A recent attack added a rare new twist by invoking the Microsoft Bookings (Scheduling tool) to instill a sense of legitimacy in the mind of the recipients. It purported to be an “Encrypted EFT Invoice Payment” with a link to the invoice, which the user would need to click on to retrieve. The link leverages ncv.microsofti.]com, Microsoft Dynamics customizable survey offering that is abused heavily by threat actors for attacks like these. Through abuse of this Microsoft service the actors obscure the malicious nature of the URL as a Microsoft domain would not arouse suspicion for most everyone taking the time to look. Utilizing Dynamics also servers to keep the branding cohesive within the attack. In other words, it is a Microsoft Bookings message with a Microsoft link so what could possibly go wrong…

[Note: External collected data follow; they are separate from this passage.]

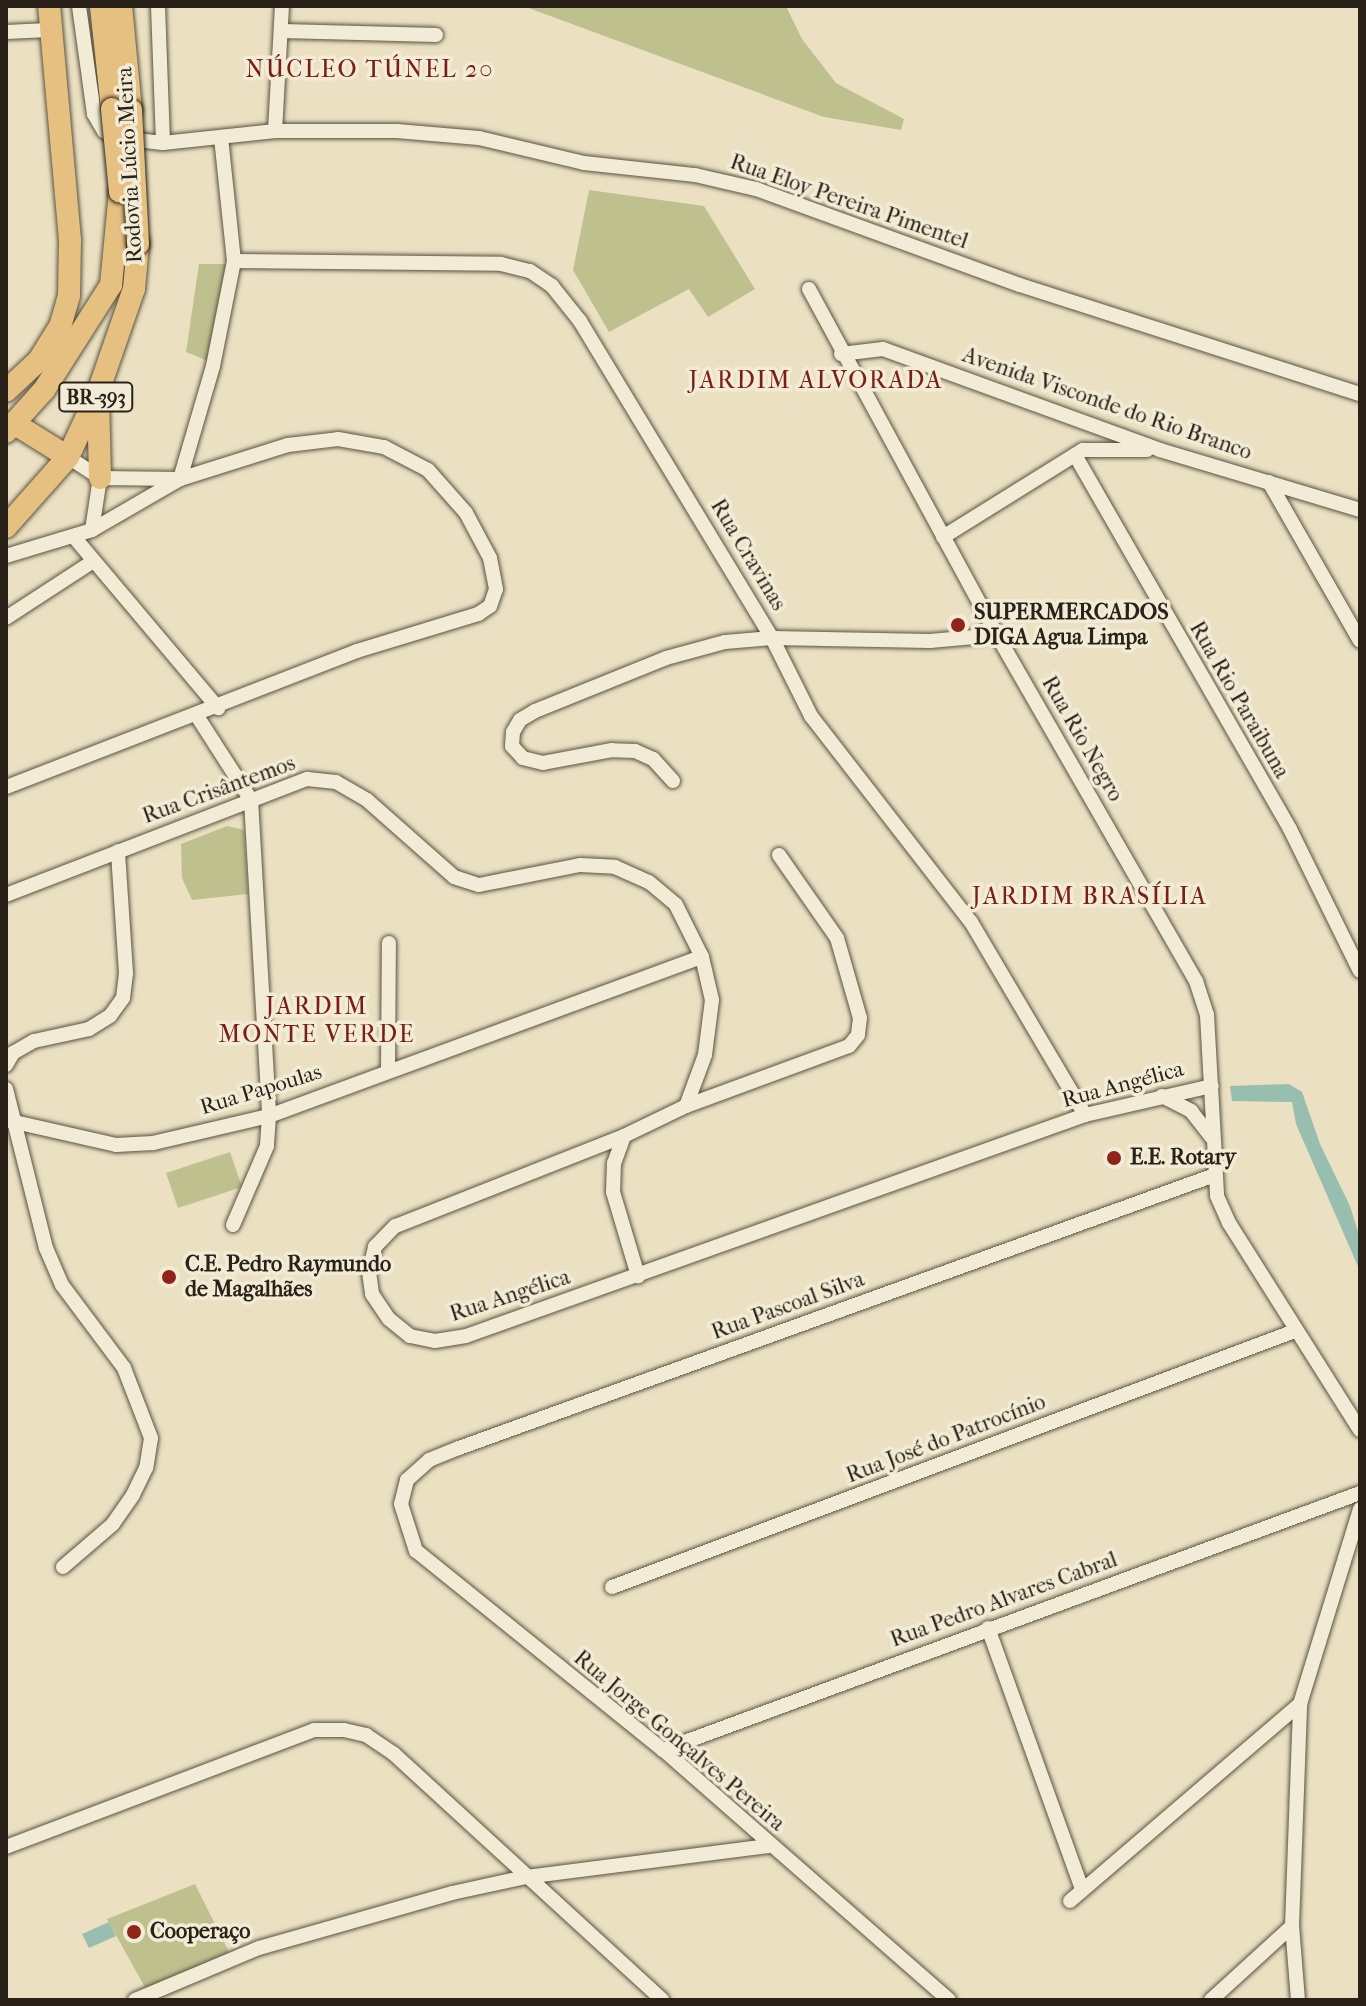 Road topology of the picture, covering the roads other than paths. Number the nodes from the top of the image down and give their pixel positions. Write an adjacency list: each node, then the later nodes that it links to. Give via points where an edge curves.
1 (49, 6): 7 (main road)
2 (79, 6): 14 (street, Rua Eloy Pereira Pimentel, via 94,114 104,131)
3 (101, 6): 11 (main road, Rodovia Lúcio Meira / BR-393)
4 (121, 6): 11 (main road, Rodovia Lúcio Meira / BR-393)
5 (158, 6): 14 (street)
6 (282, 6): 8 (street)
7 (49, 30): 9 (street); 19 (main road, via 70,240 69,296 60,327 39,360)
8 (282, 31): 10 (street); 12 (street)
9 (6, 32)
10 (436, 35)
11 (122, 109): 17 (main road, Rodovia Lúcio Meira / BR-393, bridge, via 111,285); 21 (main road, Rodovia Lúcio Meira / BR-393, bridge, via 138,244 134,289)
12 (275, 131): 13 (street, Rua Eloy Pereira Pimentel); 20 (street, Rua Eloy Pereira Pimentel, via 397,131 479,138 584,163 695,175 756,189 1034,290)
13 (221, 138): 14 (street, Rua Eloy Pereira Pimentel); 15 (street)
14 (163, 143)
15 (234, 261): 28 (street, via 213,366); 39 (street, Rua Cravinas, via 501,264 530,271 552,286 580,321)
16 (809, 289): 18 (street, Rua Rio Negro)
17 (97, 312): 19 (main road, via 69,345); 23 (main road, Rodovia Lúcio Meira / BR-393)
18 (841, 354): 22 (street, Avenida Visconde do Rio Branco, via 883,349); 34 (street, Rua Rio Negro)
19 (7, 390)
20 (1360, 394)
21 (97, 395): 26 (main road, Rodovia Lúcio Meira / BR-393); 27 (main road)
22 (1062, 413): 24 (street, Avenida Visconde do Rio Branco); 25 (street, Rua Rio Paraibuna, via 1083,432)
23 (10, 428): 26 (main road)
24 (1160, 450): 25 (street); 29 (street, Avenida Visconde do Rio Branco)
25 (1079, 452): 34 (street); 51 (street, Rua Rio Paraibuna, via 1290,829)
26 (68, 457): 27 (street); 31 (main road, Rodovia Lúcio Meira / BR-393)
27 (100, 478): 28 (street); 32 (street)
28 (180, 479): 32 (street); 41 (street, via 288,445 338,439 384,447 428,470 466,513 490,558 496,589 490,606 478,614 357,651)
29 (1269, 482): 30 (street, Avenida Visconde do Rio Branco); 40 (street)
30 (1360, 510)
31 (6, 527)
32 (92, 530): 33 (street)
33 (74, 537): 35 (street); 36 (street)
34 (943, 537): 38 (street, Rua Rio Negro)
35 (6, 556)
36 (92, 562): 37 (street); 41 (street)
37 (6, 618)
38 (997, 635): 39 (street, via 857,643); 54 (street, Rua Rio Negro, via 1196,981 1207,1015)
39 (772, 638): 43 (street, via 725,642 666,658 520,720 512,746 523,758 543,763 635,751 653,759); 58 (street, Rua Cravinas, via 811,716 971,922)
40 (1360, 641)
41 (218, 708): 42 (street)
42 (197, 716): 44 (street); 45 (street)
43 (673, 781)
44 (6, 787)
45 (251, 800): 46 (street, Rua Crisântemos); 50 (street, Rua Crisântemos, via 307,779 336,782 367,800 454,877 479,885 580,865 615,867 649,882 676,905); 59 (street)
46 (118, 851): 48 (street, Rua Crisântemos); 52 (street, via 123,998 110,1016 89,1029 34,1041 13,1053)
47 (779, 855): 57 (street, Rua Angélica, via 837,938 860,1018 858,1035 849,1046)
48 (6, 895)
49 (389, 943): 53 (street)
50 (702, 957): 53 (street, Rua Papoulas); 57 (street, Rua Crisântemos, via 712,1000 705,1055)
51 (1360, 971)
52 (6, 1065)
53 (388, 1071): 59 (street, Rua Papoulas)
54 (1212, 1086): 56 (street, Rua Angélica); 62 (street, Rua Rio Negro)
55 (6, 1089): 60 (street)
56 (1159, 1095): 58 (street, Rua Angélica); 62 (street, via 1191,1111)
57 (686, 1106): 61 (street, Rua Angélica)
58 (1085, 1115): 65 (street, Rua Angélica)
59 (269, 1116): 60 (street, Rua Papoulas, via 153,1143 116,1145); 64 (street, via 267,1146)
60 (10, 1119): 71 (street, via 62,1285 124,1368 151,1438 146,1468 133,1495 113,1524)
61 (624, 1136): 65 (street, via 614,1163 613,1192); 65 (street, Rua Angélica, via 421,1212 395,1226 375,1247 369,1272 372,1294 389,1319 410,1336 435,1341 466,1336)
62 (1214, 1142): 63 (street, Rua Rio Negro)
63 (1215, 1175): 66 (street, Rua Rio Negro, via 1229,1223); 69 (street, Rua Pascoal Silva, via 429,1460 407,1480)
64 (233, 1225)
65 (638, 1276)
66 (1295, 1331): 67 (street, Rua Rio Negro); 72 (street, Rua José do Patrocínio)
67 (1360, 1430)
68 (1360, 1493): 73 (street, Rua Pedro Alvares Cabral)
69 (401, 1504): 75 (street, Rua Jorge Gonçalves Pereira, via 416,1551)
70 (1360, 1509): 74 (street)
71 (63, 1567)
72 (612, 1587)
73 (988, 1628): 75 (street, Rua Pedro Alvares Cabral); 79 (street)
74 (1300, 1704): 79 (street); 81 (street)
75 (663, 1750): 76 (street, Rua Jorge Gonçalves Pereira)
76 (769, 1846): 78 (street); 84 (street, Rua Jorge Gonçalves Pereira)
77 (6, 1847): 78 (street, via 314,1730 366,1735 394,1754)
78 (526, 1877): 82 (street, via 259,1948); 83 (street)
79 (1082, 1889): 80 (street)
80 (1070, 1901)
81 (1292, 1926): 85 (street); 86 (street)
82 (135, 2000)
83 (662, 2000)
84 (949, 2000)
85 (1211, 2000)
86 (1298, 2000) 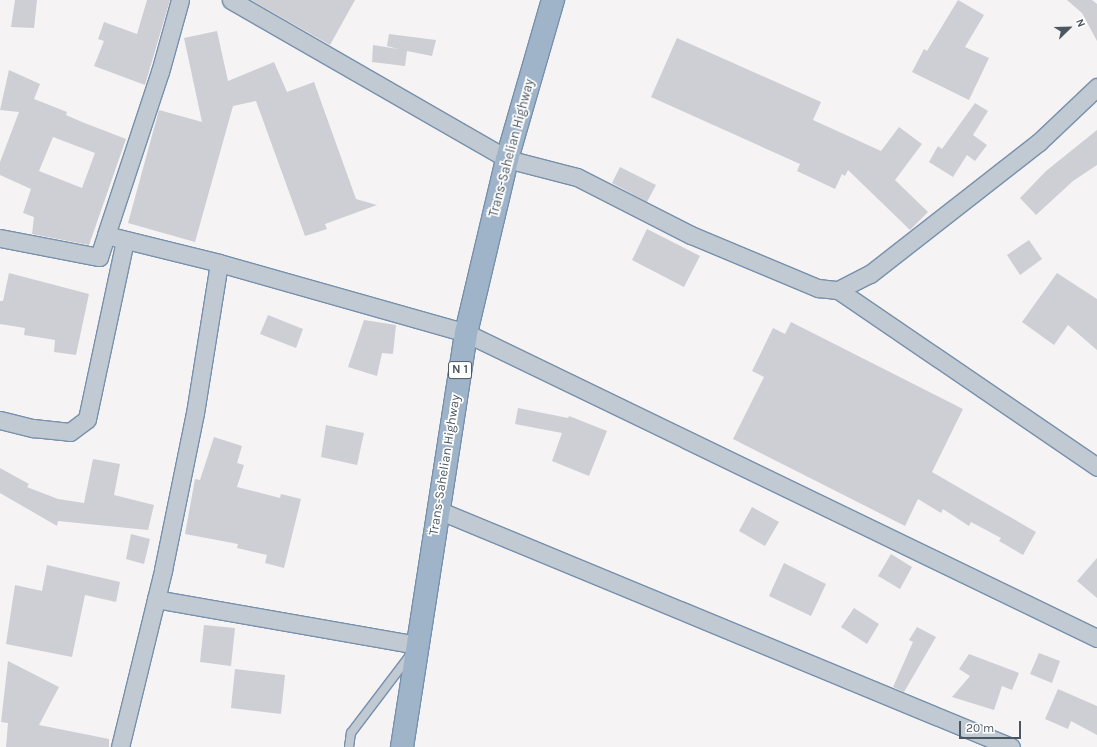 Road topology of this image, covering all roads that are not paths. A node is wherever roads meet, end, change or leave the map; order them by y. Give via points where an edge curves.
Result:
1 (180, 0) edge
2 (231, 0) edge
3 (554, 0) edge
4 (1097, 87) edge
5 (507, 160) junction
6 (106, 234) junction
7 (0, 238) edge
8 (125, 240) junction
9 (219, 263) junction
10 (838, 290) junction
11 (466, 333) junction
12 (0, 420) edge
13 (1097, 466) edge
14 (438, 510) junction
15 (156, 599) junction
16 (1097, 638) edge
17 (417, 645) junction
18 (120, 747) edge
19 (349, 747) edge
20 (402, 747) edge
21 (1011, 747) edge

1 - 6 street via 160,72
2 - 5 street
3 - 5 highway, Trans-Sahelian Highway / N 1
4 - 10 street via 1033,147 870,274
5 - 10 street via 577,177 691,235 818,288
5 - 11 highway, Trans-Sahelian Highway / N 1
6 - 7 street via 99,257
6 - 8 street
8 - 9 street
8 - 12 street via 88,419 70,432 33,428
9 - 11 street
9 - 15 street via 195,412
10 - 13 street
11 - 14 highway, Trans-Sahelian Highway / N 1
11 - 16 street
14 - 17 highway, Trans-Sahelian Highway / N 1
14 - 21 street
15 - 17 street
15 - 18 street
17 - 19 lane via 351,733
17 - 20 highway, Trans-Sahelian Highway / N 1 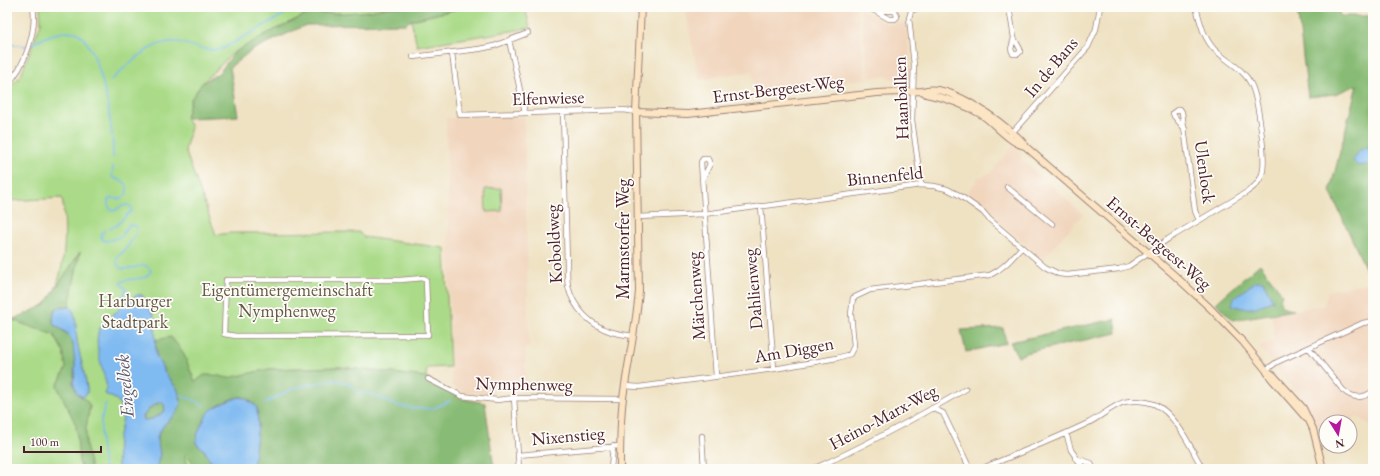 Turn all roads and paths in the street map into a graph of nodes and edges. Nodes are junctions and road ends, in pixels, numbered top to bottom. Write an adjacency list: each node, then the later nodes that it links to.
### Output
1 (33, 7): 14 (street)
2 (641, 7): 17 (street, Marmstorfer Weg)
3 (868, 7): 8 (street)
4 (919, 7): 15 (street, Haanbalken)
5 (1009, 7): 10 (street)
6 (1100, 7): 20 (street, In de Bans)
7 (1196, 7): 27 (street, Binnenfeld)
8 (873, 10)
9 (528, 32): 11 (street)
10 (1014, 38)
11 (509, 40): 12 (street); 18 (street)
12 (452, 52): 13 (street); 18 (street, Elfenwiese)
13 (412, 57)
14 (7, 84)
15 (914, 91): 17 (street, Ernst-Bergeest-Weg); 20 (street, Ernst-Bergeest-Weg); 22 (street, Haanbalken)
16 (562, 112): 17 (street, Elfenwiese); 18 (street, Elfenwiese); 33 (street, Koboldweg)
17 (636, 112): 26 (street, Marmstorfer Weg)
18 (525, 113)
19 (1185, 129): 27 (street, Ulenlock)
20 (1010, 134): 30 (street, Ernst-Bergeest-Weg)
21 (702, 180): 25 (street, Märchenweg)
22 (921, 185): 24 (street, Binnenfeld); 29 (street, Binnenfeld)
23 (1007, 187): 28 (street)
24 (761, 206): 25 (street, Binnenfeld); 35 (street, Dahlienweg)
25 (704, 214): 26 (street, Binnenfeld); 37 (street, Märchenweg)
26 (638, 217): 33 (street, Marmstorfer Weg)
27 (1199, 220): 30 (street, Binnenfeld)
28 (1052, 224)
29 (1021, 248): 30 (street, Binnenfeld); 35 (street, Am Diggen)
30 (1148, 253): 36 (street, Ernst-Bergeest-Weg)
31 (1373, 321): 34 (street)
32 (428, 335): 32 (street)
33 (633, 336): 39 (street, Marmstorfer Weg)
34 (1309, 348): 36 (street); 41 (street)
35 (774, 369): 37 (street, Am Diggen)
36 (1266, 370): 61 (street, Ernst-Bergeest-Weg)
37 (716, 376): 39 (street, Am Diggen)
38 (428, 379): 42 (street, Nymphenweg)
39 (625, 386): 43 (street, Marmstorfer Weg)
40 (966, 388): 44 (street, Heino-Marx-Weg)
41 (1373, 391)
42 (514, 398): 43 (street, Nymphenweg); 49 (street)
43 (623, 399): 48 (street, Marmstorfer Weg)
44 (932, 408): 55 (street, Heino-Marx-Weg); 56 (street)
45 (1066, 433): 50 (street); 57 (street); 60 (street)
46 (702, 436): 54 (street)
47 (612, 446): 48 (street, Nixenstieg); 49 (street, Nixenstieg); 52 (street)
48 (620, 446): 53 (street, Marmstorfer Weg)
49 (518, 455): 51 (street)
50 (1076, 458): 58 (street); 59 (street)
51 (520, 469)
52 (611, 469)
53 (620, 469)
54 (704, 469)
55 (813, 469)
56 (970, 469)
57 (981, 469)
58 (1084, 469)
59 (1091, 469)
60 (1203, 469)
61 (1323, 469) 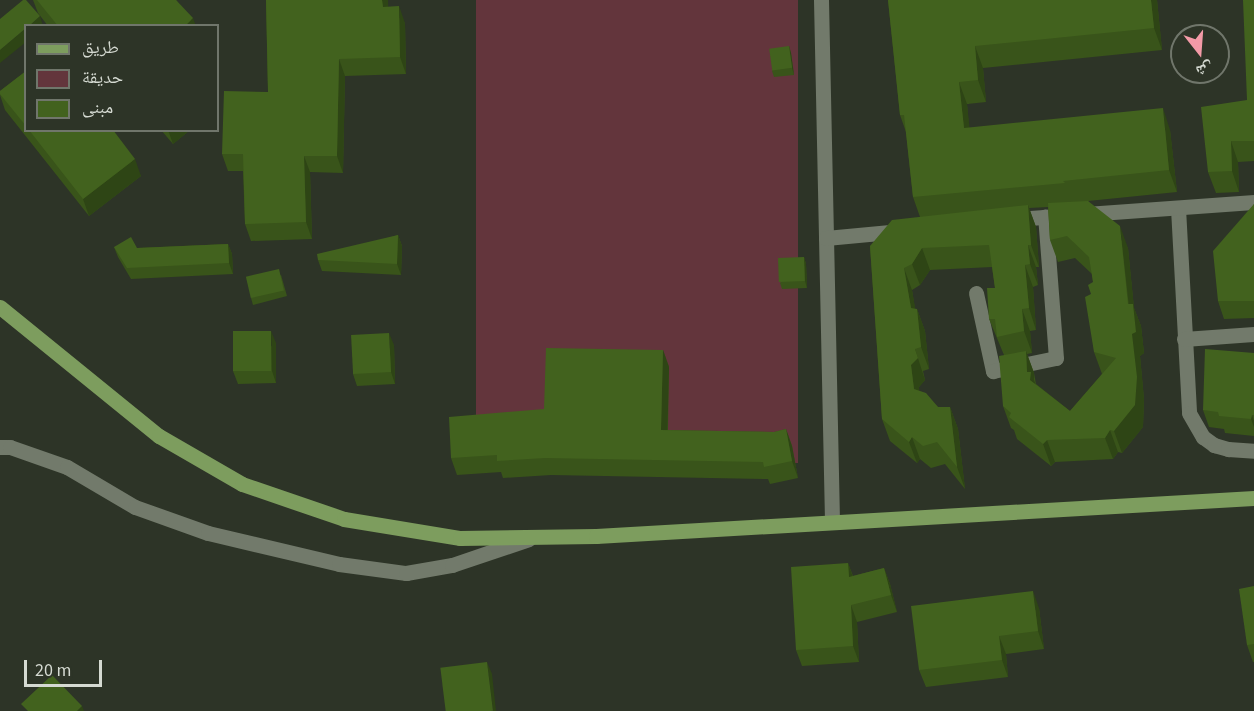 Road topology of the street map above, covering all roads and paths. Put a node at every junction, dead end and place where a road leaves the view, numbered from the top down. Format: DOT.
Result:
graph roads {
  1 [pos="821,0"];
  2 [pos="1254,202"];
  3 [pos="1178,208"];
  4 [pos="1045,216"];
  5 [pos="999,221"];
  6 [pos="919,229"];
  7 [pos="826,238"];
  8 [pos="976,293"];
  9 [pos="0,307"];
  10 [pos="1254,334"];
  11 [pos="1184,339"];
  12 [pos="0,447"];
  13 [pos="1254,451"];
  14 [pos="1254,498"];
  15 [pos="832,521"];
  16 [pos="535,537"];
  1 -- 7 [label="street"];
  2 -- 3 [label="street"];
  3 -- 4 [label="street"];
  3 -- 11 [label="street"];
  4 -- 5 [label="street"];
  4 -- 8 [label="street"];
  6 -- 7 [label="street"];
  7 -- 15 [label="street"];
  9 -- 16 [label="main road"];
  10 -- 11 [label="street"];
  11 -- 13 [label="street"];
  12 -- 16 [label="street"];
  14 -- 15 [label="main road"];
  15 -- 16 [label="main road"];
}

If the user clicks the link, they are directed to a phishing jump page hosted on customervoice.microsoftt.]com. This page urges the user to click again to view the “secured pdf online document.”

On this page is a secondary link which points to ipfsh.]io, the distributed peer-to-peer file sharing gateway that we have discussed previously here. It is there the attack delivers the true payload – a Microsoft 365 themed credential harvesting portal.

Remember never to place blind trust in a brand name. Just because a remarkably familiar brand may be present, even at the URL level, it does not mean it is safe.